### Activity
When you transcribe the listing that follows, keep every line exact and omit the pictures.

═══ Dataset content

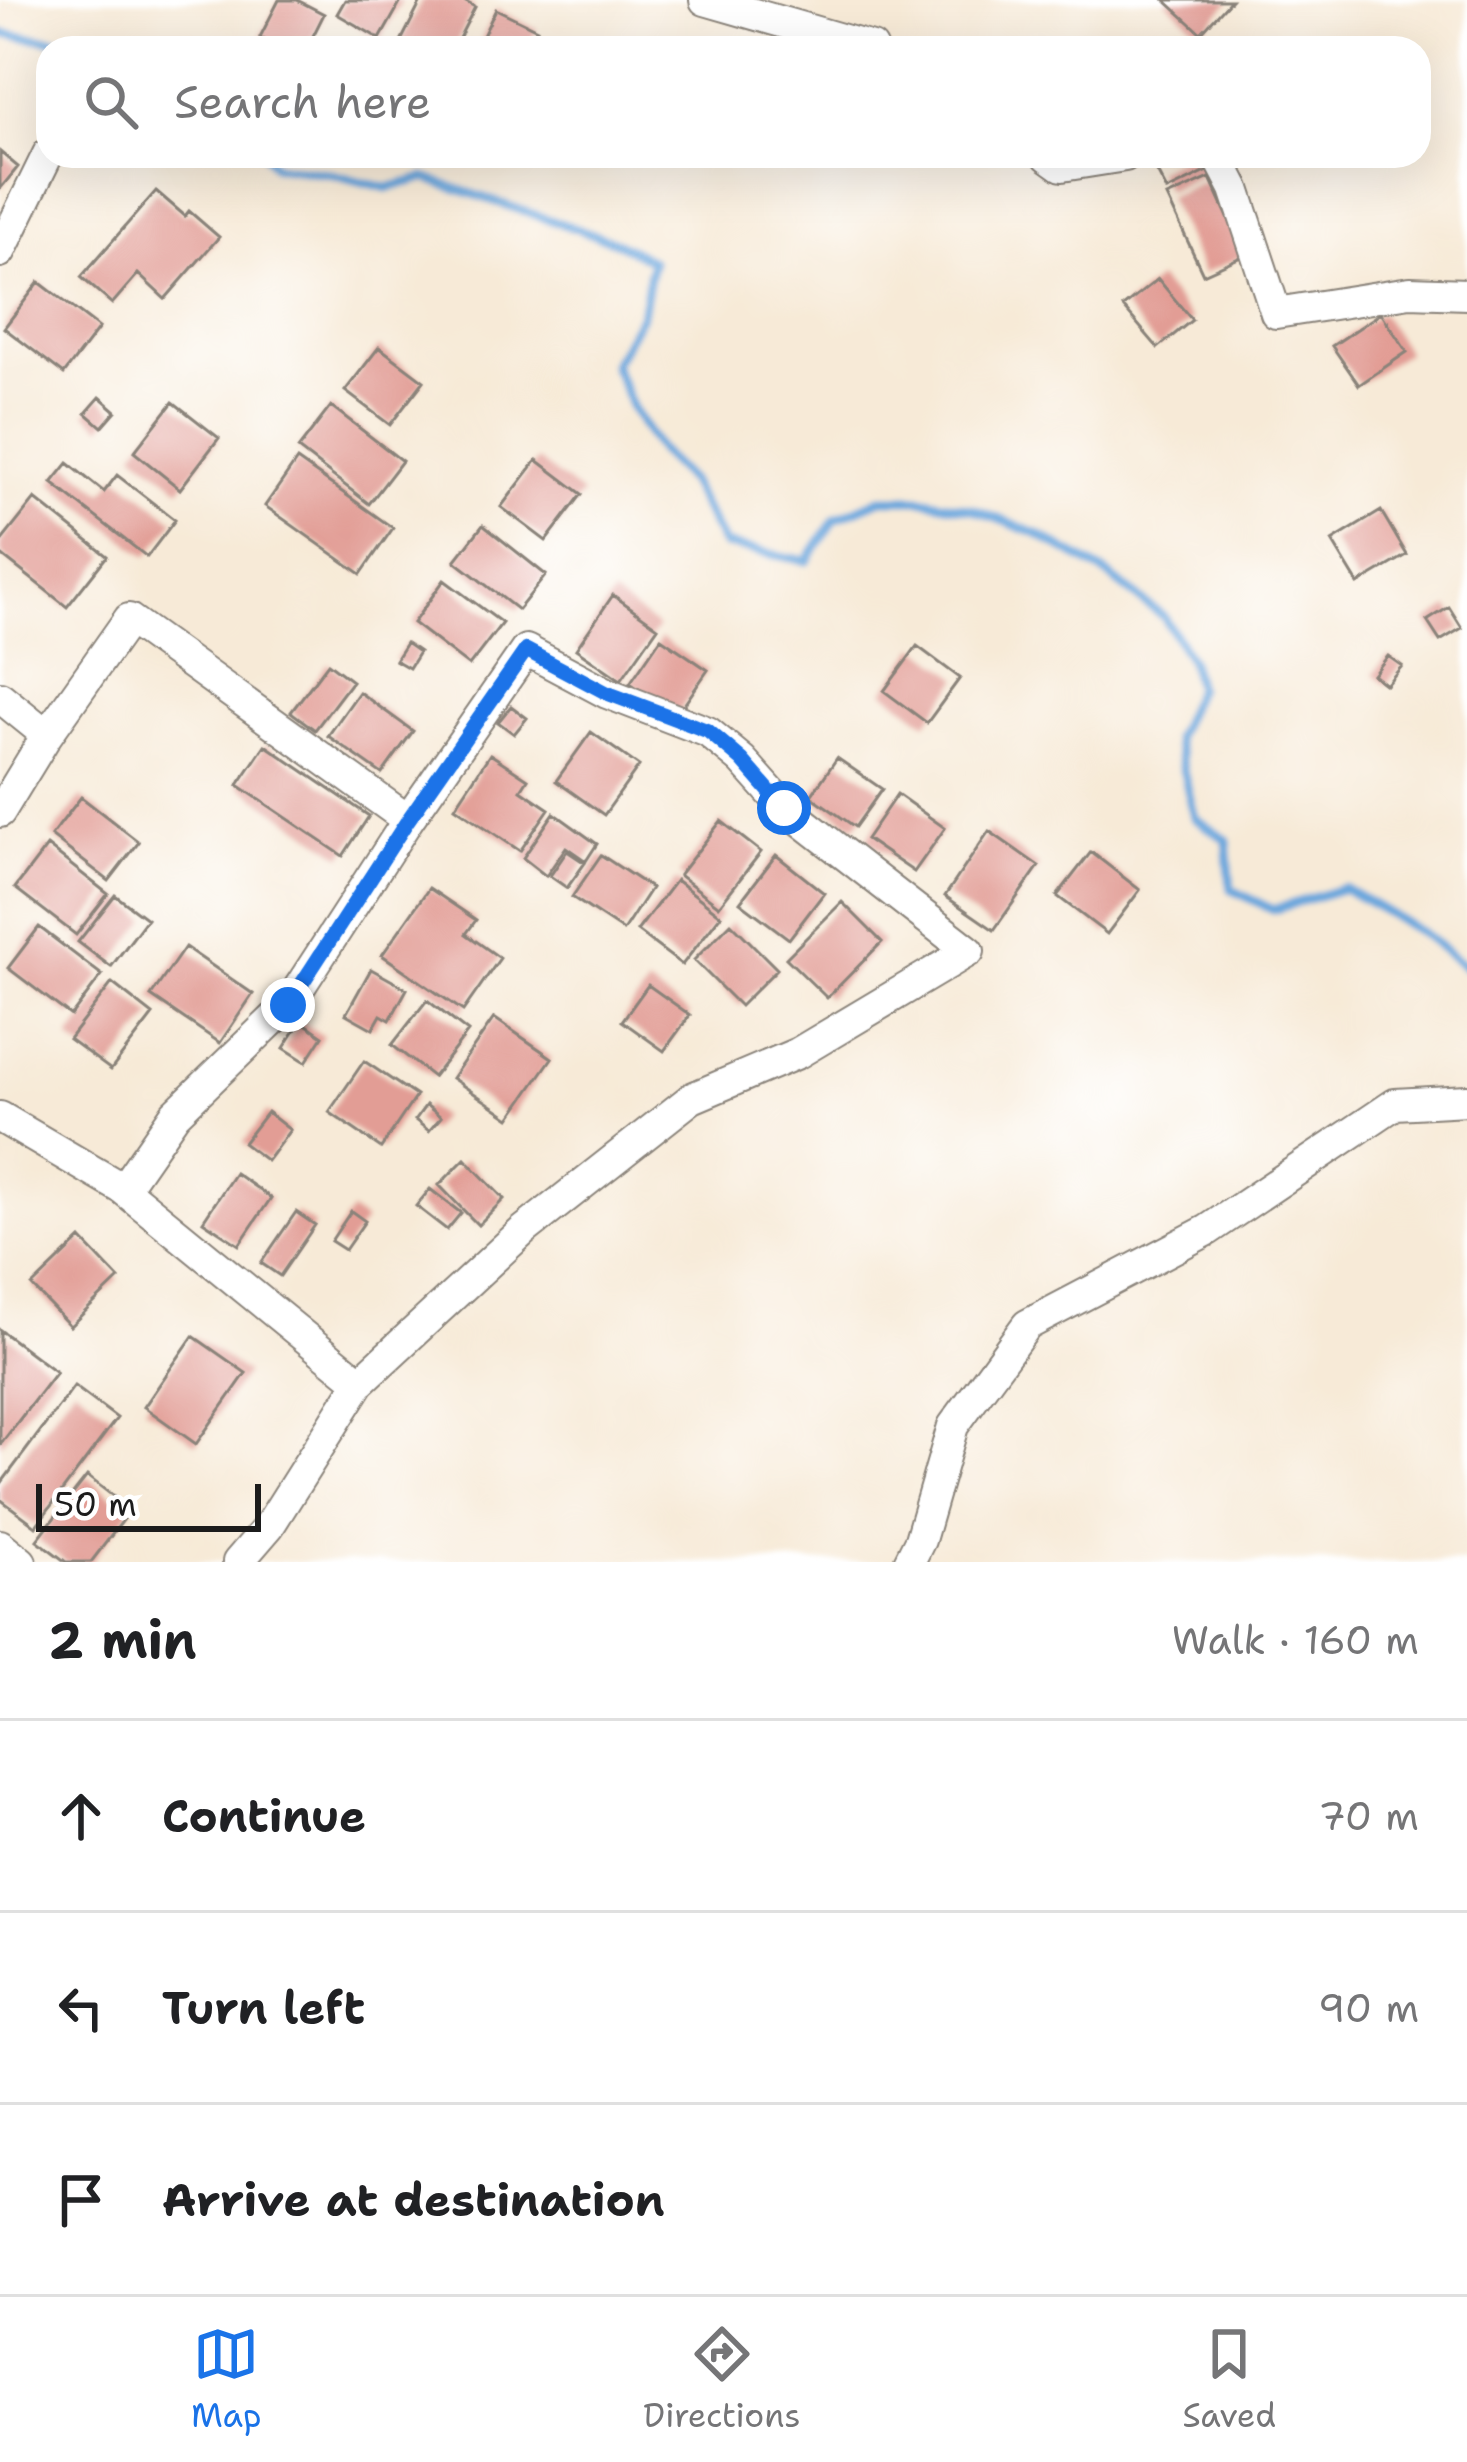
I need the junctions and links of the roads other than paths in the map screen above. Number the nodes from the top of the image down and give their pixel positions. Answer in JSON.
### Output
{"nodes":[{"id":1,"x":706,"y":0,"type":"edge"},
{"id":2,"x":830,"y":36,"type":"edge"},
{"id":3,"x":41,"y":168,"type":"edge"},
{"id":4,"x":1224,"y":168,"type":"edge"},
{"id":5,"x":0,"y":253,"type":"edge"},
{"id":6,"x":1467,"y":294,"type":"edge"},
{"id":7,"x":0,"y":698,"type":"edge"},
{"id":8,"x":47,"y":736,"type":"junction"},
{"id":9,"x":0,"y":812,"type":"edge"},
{"id":10,"x":408,"y":820,"type":"junction"},
{"id":11,"x":1467,"y":1100,"type":"edge"},
{"id":12,"x":0,"y":1117,"type":"edge"},
{"id":13,"x":123,"y":1189,"type":"junction"},
{"id":14,"x":360,"y":1382,"type":"junction"},
{"id":15,"x":0,"y":1545,"type":"edge"},
{"id":16,"x":21,"y":1562,"type":"edge"},
{"id":17,"x":238,"y":1562,"type":"edge"},
{"id":18,"x":909,"y":1562,"type":"edge"}],
"edges":[{"from":1,"to":2,"type":"street"},
{"from":3,"to":5,"type":"street"},
{"from":4,"to":6,"type":"street"},
{"from":7,"to":8,"type":"street"},
{"from":8,"to":9,"type":"street"},
{"from":8,"to":10,"type":"street"},
{"from":10,"to":13,"type":"street"},
{"from":10,"to":14,"type":"street"},
{"from":11,"to":18,"type":"street"},
{"from":12,"to":13,"type":"street"},
{"from":13,"to":14,"type":"street"},
{"from":14,"to":17,"type":"street"},
{"from":15,"to":16,"type":"street"}]}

══════

### Exercise output
I need the junctions and links of the roads other than paths in the map screen above. Number the nodes from the top of the image down and give their pixel positions. Answer in JSON.
### Output
{"nodes":[{"id":1,"x":706,"y":0,"type":"edge"},
{"id":2,"x":830,"y":36,"type":"edge"},
{"id":3,"x":41,"y":168,"type":"edge"},
{"id":4,"x":1224,"y":168,"type":"edge"},
{"id":5,"x":0,"y":253,"type":"edge"},
{"id":6,"x":1467,"y":294,"type":"edge"},
{"id":7,"x":0,"y":698,"type":"edge"},
{"id":8,"x":47,"y":736,"type":"junction"},
{"id":9,"x":0,"y":812,"type":"edge"},
{"id":10,"x":408,"y":820,"type":"junction"},
{"id":11,"x":1467,"y":1100,"type":"edge"},
{"id":12,"x":0,"y":1117,"type":"edge"},
{"id":13,"x":123,"y":1189,"type":"junction"},
{"id":14,"x":360,"y":1382,"type":"junction"},
{"id":15,"x":0,"y":1545,"type":"edge"},
{"id":16,"x":21,"y":1562,"type":"edge"},
{"id":17,"x":238,"y":1562,"type":"edge"},
{"id":18,"x":909,"y":1562,"type":"edge"}],
"edges":[{"from":1,"to":2,"type":"street"},
{"from":3,"to":5,"type":"street"},
{"from":4,"to":6,"type":"street"},
{"from":7,"to":8,"type":"street"},
{"from":8,"to":9,"type":"street"},
{"from":8,"to":10,"type":"street"},
{"from":10,"to":13,"type":"street"},
{"from":10,"to":14,"type":"street"},
{"from":11,"to":18,"type":"street"},
{"from":12,"to":13,"type":"street"},
{"from":13,"to":14,"type":"street"},
{"from":14,"to":17,"type":"street"},
{"from":15,"to":16,"type":"street"}]}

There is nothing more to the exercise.